**RECORDS SHOWN:**

____________________

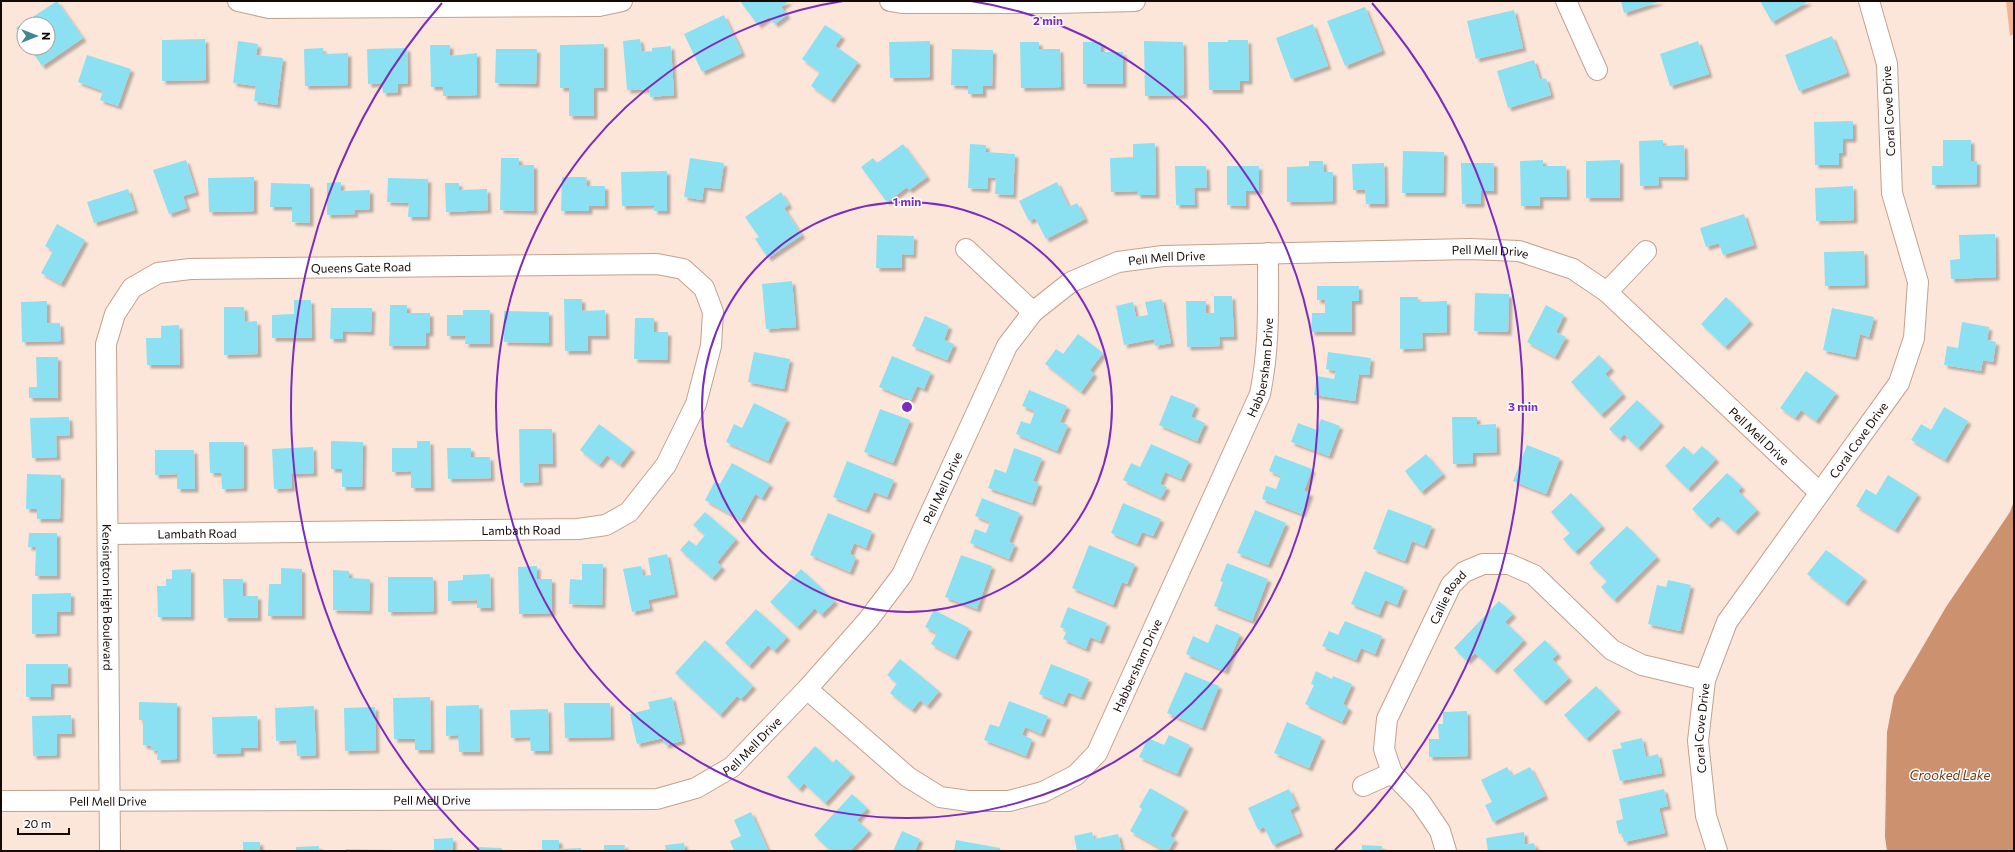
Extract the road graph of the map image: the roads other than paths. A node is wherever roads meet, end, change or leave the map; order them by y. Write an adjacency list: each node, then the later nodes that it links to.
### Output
1 (238, 1): 2 (street)
2 (622, 1)
3 (890, 1): 4 (street)
4 (1129, 1): 5 (street)
5 (1135, 1)
6 (1566, 1): 8 (street)
7 (1869, 1): 16 (street, Coral Cove Drive)
8 (1596, 70)
9 (966, 249): 14 (street)
10 (1646, 251): 13 (street)
11 (1268, 253): 13 (street, Pell Mell Drive); 14 (street, Pell Mell Drive); 19 (street, Habbersham Drive)
12 (657, 264): 15 (street, Queens Gate Road); 17 (street, Lambath Road)
13 (1607, 292): 16 (street, Pell Mell Drive)
14 (1033, 312): 19 (street, Pell Mell Drive)
15 (106, 344): 17 (street, Kensington High Boulevard)
16 (1820, 493): 18 (street, Coral Cove Drive)
17 (108, 534): 22 (street, Kensington High Boulevard)
18 (1705, 680): 20 (street, Callie Road); 26 (street, Coral Cove Drive)
19 (808, 689): 22 (street, Pell Mell Drive)
20 (1392, 773): 21 (street); 25 (street, Callie Road)
21 (1363, 786)
22 (109, 800): 23 (street, Pell Mell Drive); 24 (street, Kensington High Boulevard)
23 (1, 801)
24 (110, 851)
25 (1446, 851)
26 (1717, 851)

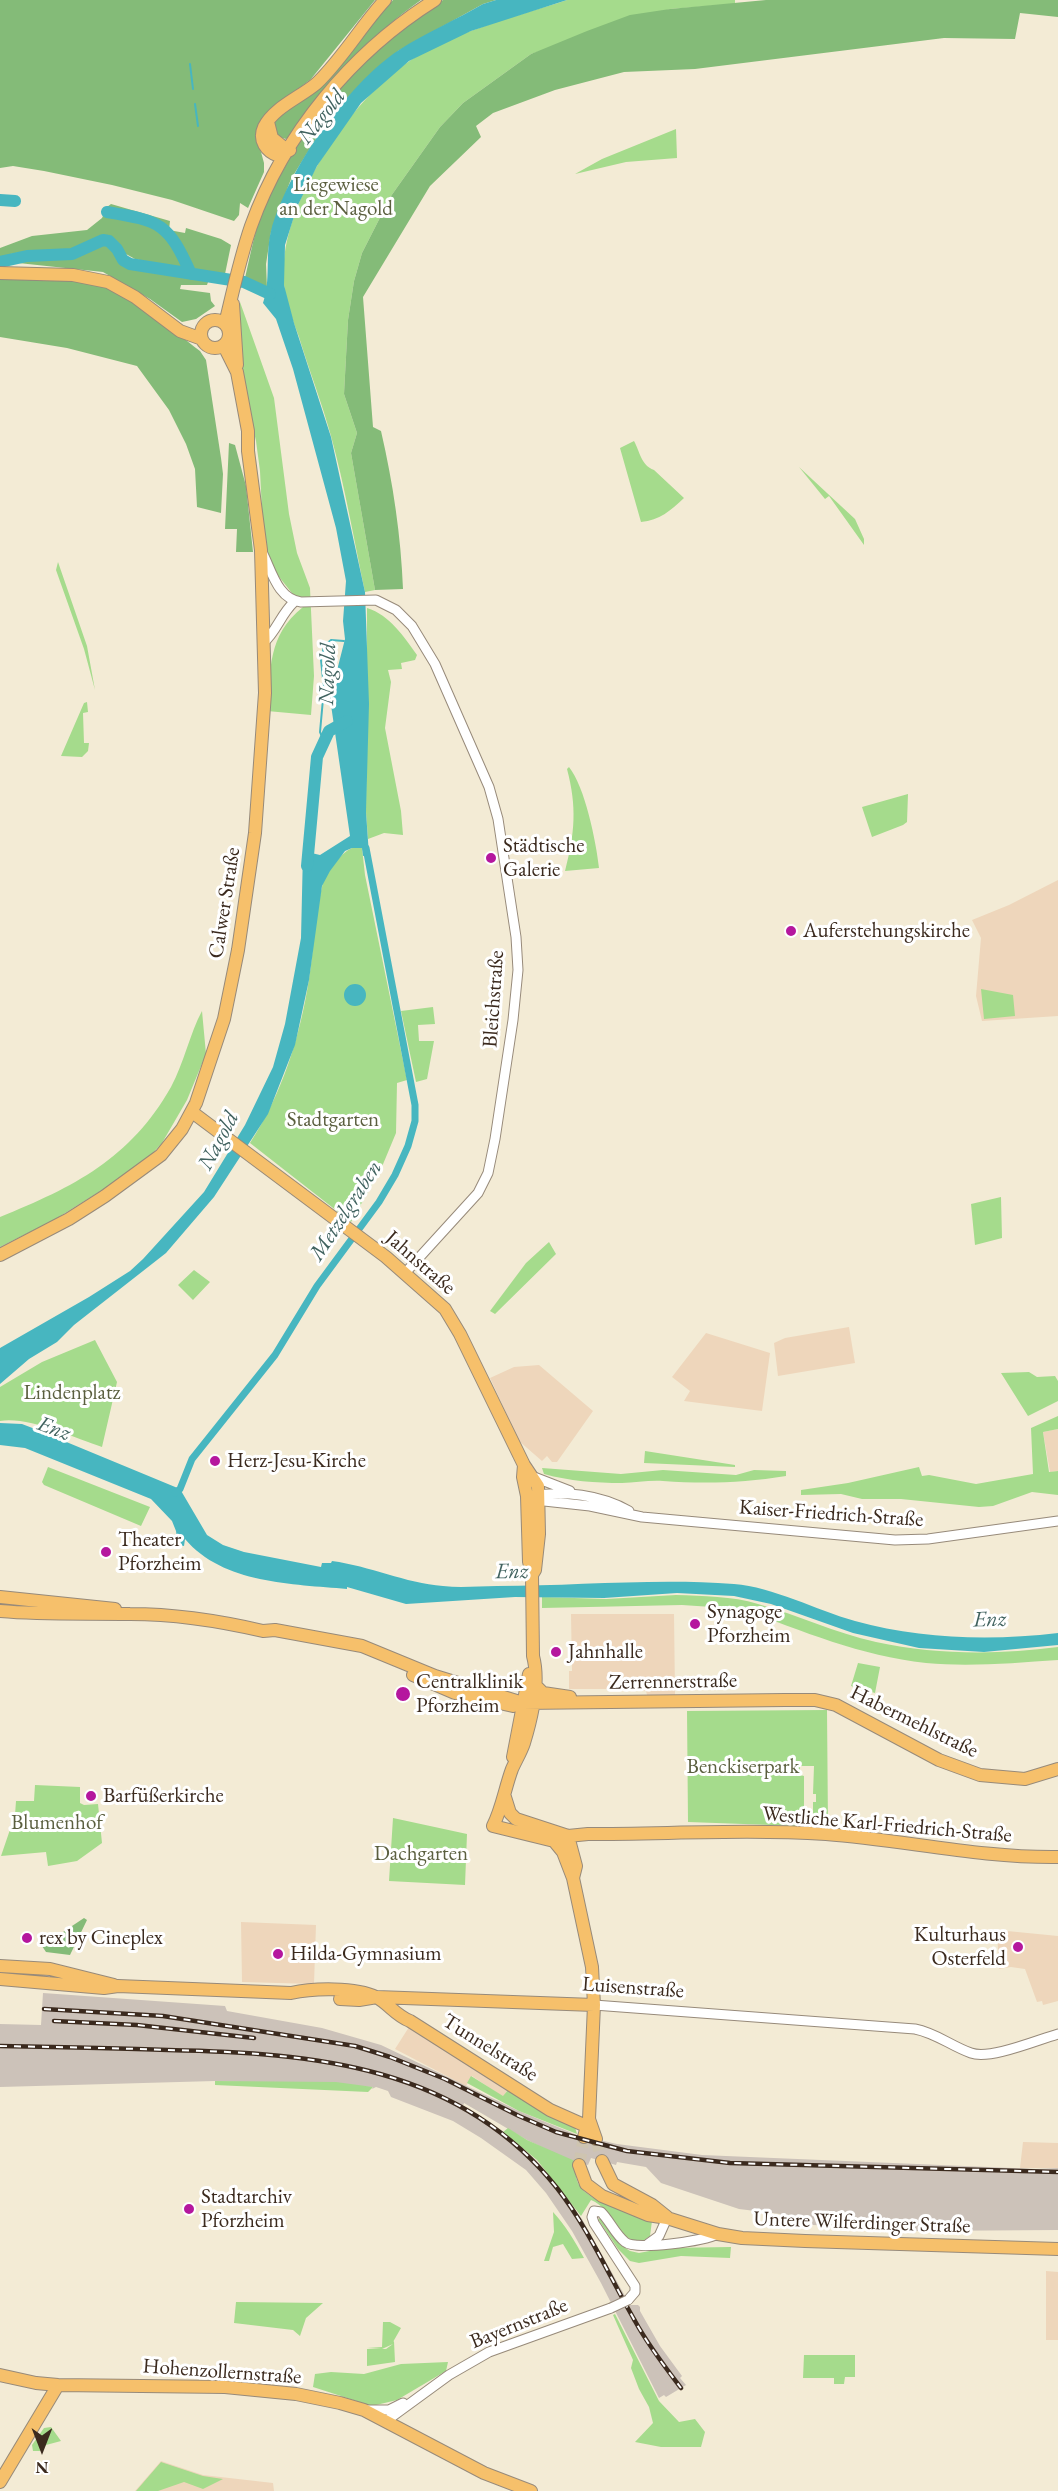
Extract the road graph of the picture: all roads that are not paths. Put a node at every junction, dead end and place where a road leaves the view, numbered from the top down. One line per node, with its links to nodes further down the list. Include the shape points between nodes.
1 (385, 0): 3 (main road, via 330,69)
2 (435, 0): 5 (main road, via 367,52 303,124)
3 (268, 120): 4 (main road, via 262,133); 5 (main road, via 272,138)
4 (266, 148): 5 (main road, via 279,156); 6 (main road)
5 (288, 151): 6 (main road)
6 (272, 178): 8 (main road, via 250,228)
7 (0, 273): 10 (main road, via 73,275 108,282 166,319)
8 (232, 295): 9 (main road); 12 (main road)
9 (222, 322): 10 (main road, via 209,321); 11 (main road, via 230,337)
10 (202, 334): 11 (main road, via 209,347)
11 (222, 347): 12 (main road, Calwer Straße); 13 (main road, Calwer Straße)
12 (237, 372): 13 (main road, Calwer Straße)
13 (248, 452): 14 (main road, Calwer Straße)
14 (261, 550): 15 (street, via 281,590); 16 (main road, Calwer Straße)
15 (297, 602): 16 (street, via 282,614); 19 (street, Bleichstraße, via 368,600 388,604 401,615 419,635 435,664 489,787 498,819 517,953 513,1020 495,1139 486,1180)
16 (264, 642): 17 (main road, Calwer Straße, via 265,717 243,915 224,1019)
17 (192, 1112): 18 (main road, Calwer Straße, via 161,1155 137,1174 69,1219); 19 (main road, Jahnstraße)
18 (0, 1255)
19 (406, 1272): 20 (main road, Jahnstraße, via 452,1320)
20 (524, 1465): 21 (main road, Jahnstraße); 23 (main road, Jahnstraße, via 523,1477)
21 (534, 1477): 22 (street); 23 (main road, Jahnstraße)
22 (584, 1496): 23 (street, Kaiser-Friedrich-Straße); 24 (street, Kaiser-Friedrich-Straße)
23 (535, 1497): 24 (street, Kaiser-Friedrich-Straße); 30 (main road, Jahnstraße, via 529,1570)
24 (636, 1516): 25 (street, Kaiser-Friedrich-Straße, via 895,1539 946,1538)
25 (1058, 1521)
26 (0, 1597): 28 (main road, via 116,1609)
27 (0, 1611): 28 (main road, via 40,1615)
28 (128, 1614): 29 (main road, Zerrennerstraße)
29 (263, 1631): 33 (main road, Zerrennerstraße, via 362,1646 435,1676); 35 (main road, Zerrennerstraße, via 360,1652 444,1689)
30 (533, 1656): 31 (main road); 33 (main road)
31 (535, 1685): 33 (main road); 34 (main road, via 543,1693 569,1697)
32 (824, 1701): 34 (main road, Zerrennerstraße); 38 (main road, Habermehlstraße, via 849,1710 939,1760 980,1775 1025,1779)
33 (528, 1703): 34 (main road, Zerrennerstraße); 35 (main road, Zerrennerstraße); 36 (main road); 37 (main road, via 525,1742)
34 (578, 1703)
35 (501, 1704): 36 (main road, via 513,1714)
36 (519, 1727): 37 (main road)
37 (513, 1767): 39 (main road)
38 (1058, 1769)
39 (504, 1796): 40 (main road, via 513,1817); 40 (main road, via 493,1826)
40 (550, 1835): 41 (main road, Westliche Karl-Friedrich-Straße); 43 (main road, via 563,1852)
41 (568, 1836): 42 (main road, Westliche Karl-Friedrich-Straße, via 786,1832 986,1854); 43 (main road, via 576,1866)
42 (1058, 1857)
43 (573, 1878): 49 (main road, via 590,1949)
44 (0, 1966): 46 (main road, Luisenstraße, via 50,1969)
45 (0, 1979): 46 (main road, Luisenstraße)
46 (118, 1986): 47 (main road, Luisenstraße, via 291,1993 359,2000)
47 (377, 1997): 48 (main road, Luisenstraße); 50 (main road, Tunnelstraße)
48 (416, 1999): 49 (main road, Luisenstraße); 50 (main road, via 408,2006)
49 (594, 2005): 50 (main road, Tunnelstraße, via 588,2129 550,2110); 51 (street, Luisenstraße, via 927,2031 971,2053 993,2053)
50 (410, 2021)
51 (1058, 2034)
52 (602, 2161): 54 (main road, Untere Wilferdinger Straße, via 613,2184)
53 (579, 2165): 54 (main road, Untere Wilferdinger Straße, via 583,2180 595,2192 648,2215)
54 (668, 2218): 55 (main road, Untere Wilferdinger Straße); 56 (street, via 658,2236)
55 (718, 2234): 56 (street, via 696,2241); 57 (main road, Untere Wilferdinger Straße)
56 (643, 2246): 60 (street, Bayernstraße, bridge, via 626,2242 601,2211 592,2213 594,2223 635,2286 634,2294 611,2308 489,2352)
57 (1058, 2249)
58 (0, 2375): 59 (main road, Hohenzollernstraße)
59 (58, 2385): 61 (main road, Hohenzollernstraße, via 233,2388 296,2394); 63 (main road)
60 (413, 2400): 61 (street, Bayernstraße, via 389,2410); 62 (street, Bayernstraße)
61 (364, 2410): 62 (main road, Hohenzollernstraße)
62 (386, 2421): 64 (main road, Hohenzollernstraße, via 484,2473)
63 (0, 2481)
64 (531, 2491)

____________________

**WORK INSTRUCTIONS:** Every line that includes "Boulevard" must be copied from the material above.

**WRITTEN RESPONSE:**
15 (106, 344): 17 (street, Kensington High Boulevard)
17 (108, 534): 22 (street, Kensington High Boulevard)
22 (109, 800): 23 (street, Pell Mell Drive); 24 (street, Kensington High Boulevard)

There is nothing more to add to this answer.